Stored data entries
....

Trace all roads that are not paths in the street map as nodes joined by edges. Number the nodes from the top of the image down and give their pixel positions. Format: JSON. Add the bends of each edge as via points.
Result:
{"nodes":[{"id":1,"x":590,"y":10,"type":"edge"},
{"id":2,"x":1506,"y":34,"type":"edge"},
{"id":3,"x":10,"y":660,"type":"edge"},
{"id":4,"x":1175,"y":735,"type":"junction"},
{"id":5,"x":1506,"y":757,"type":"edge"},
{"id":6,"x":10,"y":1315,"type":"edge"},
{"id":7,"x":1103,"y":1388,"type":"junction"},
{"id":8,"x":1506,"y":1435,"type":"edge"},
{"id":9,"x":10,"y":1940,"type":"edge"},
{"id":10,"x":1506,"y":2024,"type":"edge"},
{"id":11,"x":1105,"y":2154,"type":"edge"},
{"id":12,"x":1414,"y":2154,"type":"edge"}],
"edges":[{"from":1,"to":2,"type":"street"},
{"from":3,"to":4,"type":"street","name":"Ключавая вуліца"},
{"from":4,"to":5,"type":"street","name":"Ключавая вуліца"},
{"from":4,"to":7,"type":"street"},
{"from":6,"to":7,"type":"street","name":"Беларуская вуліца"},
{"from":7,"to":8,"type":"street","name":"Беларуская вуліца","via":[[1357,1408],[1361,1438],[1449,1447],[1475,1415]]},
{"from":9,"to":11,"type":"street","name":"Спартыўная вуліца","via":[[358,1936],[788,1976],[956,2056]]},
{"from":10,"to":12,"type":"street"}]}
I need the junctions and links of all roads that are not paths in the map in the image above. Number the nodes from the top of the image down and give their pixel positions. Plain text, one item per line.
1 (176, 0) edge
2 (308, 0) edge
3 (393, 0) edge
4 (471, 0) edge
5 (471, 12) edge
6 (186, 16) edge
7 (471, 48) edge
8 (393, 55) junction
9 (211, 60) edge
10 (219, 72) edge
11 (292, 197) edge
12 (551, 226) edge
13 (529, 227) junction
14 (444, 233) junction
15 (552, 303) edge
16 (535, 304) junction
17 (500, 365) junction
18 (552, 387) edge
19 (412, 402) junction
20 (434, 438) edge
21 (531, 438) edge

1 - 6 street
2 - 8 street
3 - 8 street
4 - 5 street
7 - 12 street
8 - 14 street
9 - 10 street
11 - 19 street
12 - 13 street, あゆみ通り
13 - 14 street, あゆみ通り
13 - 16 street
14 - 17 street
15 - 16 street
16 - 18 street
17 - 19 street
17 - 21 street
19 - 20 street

....

Exactly as written above, copy every line.

Trace all roads that are not paths in the street map as nodes joined by edges. Number the nodes from the top of the image down and give their pixel positions. Format: JSON. Add the bends of each edge as via points.
Result:
{"nodes":[{"id":1,"x":590,"y":10,"type":"edge"},
{"id":2,"x":1506,"y":34,"type":"edge"},
{"id":3,"x":10,"y":660,"type":"edge"},
{"id":4,"x":1175,"y":735,"type":"junction"},
{"id":5,"x":1506,"y":757,"type":"edge"},
{"id":6,"x":10,"y":1315,"type":"edge"},
{"id":7,"x":1103,"y":1388,"type":"junction"},
{"id":8,"x":1506,"y":1435,"type":"edge"},
{"id":9,"x":10,"y":1940,"type":"edge"},
{"id":10,"x":1506,"y":2024,"type":"edge"},
{"id":11,"x":1105,"y":2154,"type":"edge"},
{"id":12,"x":1414,"y":2154,"type":"edge"}],
"edges":[{"from":1,"to":2,"type":"street"},
{"from":3,"to":4,"type":"street","name":"Ключавая вуліца"},
{"from":4,"to":5,"type":"street","name":"Ключавая вуліца"},
{"from":4,"to":7,"type":"street"},
{"from":6,"to":7,"type":"street","name":"Беларуская вуліца"},
{"from":7,"to":8,"type":"street","name":"Беларуская вуліца","via":[[1357,1408],[1361,1438],[1449,1447],[1475,1415]]},
{"from":9,"to":11,"type":"street","name":"Спартыўная вуліца","via":[[358,1936],[788,1976],[956,2056]]},
{"from":10,"to":12,"type":"street"}]}
I need the junctions and links of all roads that are not paths in the map in the image above. Number the nodes from the top of the image down and give their pixel positions. Plain text, one item per line.
1 (176, 0) edge
2 (308, 0) edge
3 (393, 0) edge
4 (471, 0) edge
5 (471, 12) edge
6 (186, 16) edge
7 (471, 48) edge
8 (393, 55) junction
9 (211, 60) edge
10 (219, 72) edge
11 (292, 197) edge
12 (551, 226) edge
13 (529, 227) junction
14 (444, 233) junction
15 (552, 303) edge
16 (535, 304) junction
17 (500, 365) junction
18 (552, 387) edge
19 (412, 402) junction
20 (434, 438) edge
21 (531, 438) edge

1 - 6 street
2 - 8 street
3 - 8 street
4 - 5 street
7 - 12 street
8 - 14 street
9 - 10 street
11 - 19 street
12 - 13 street, あゆみ通り
13 - 14 street, あゆみ通り
13 - 16 street
14 - 17 street
15 - 16 street
16 - 18 street
17 - 19 street
17 - 21 street
19 - 20 street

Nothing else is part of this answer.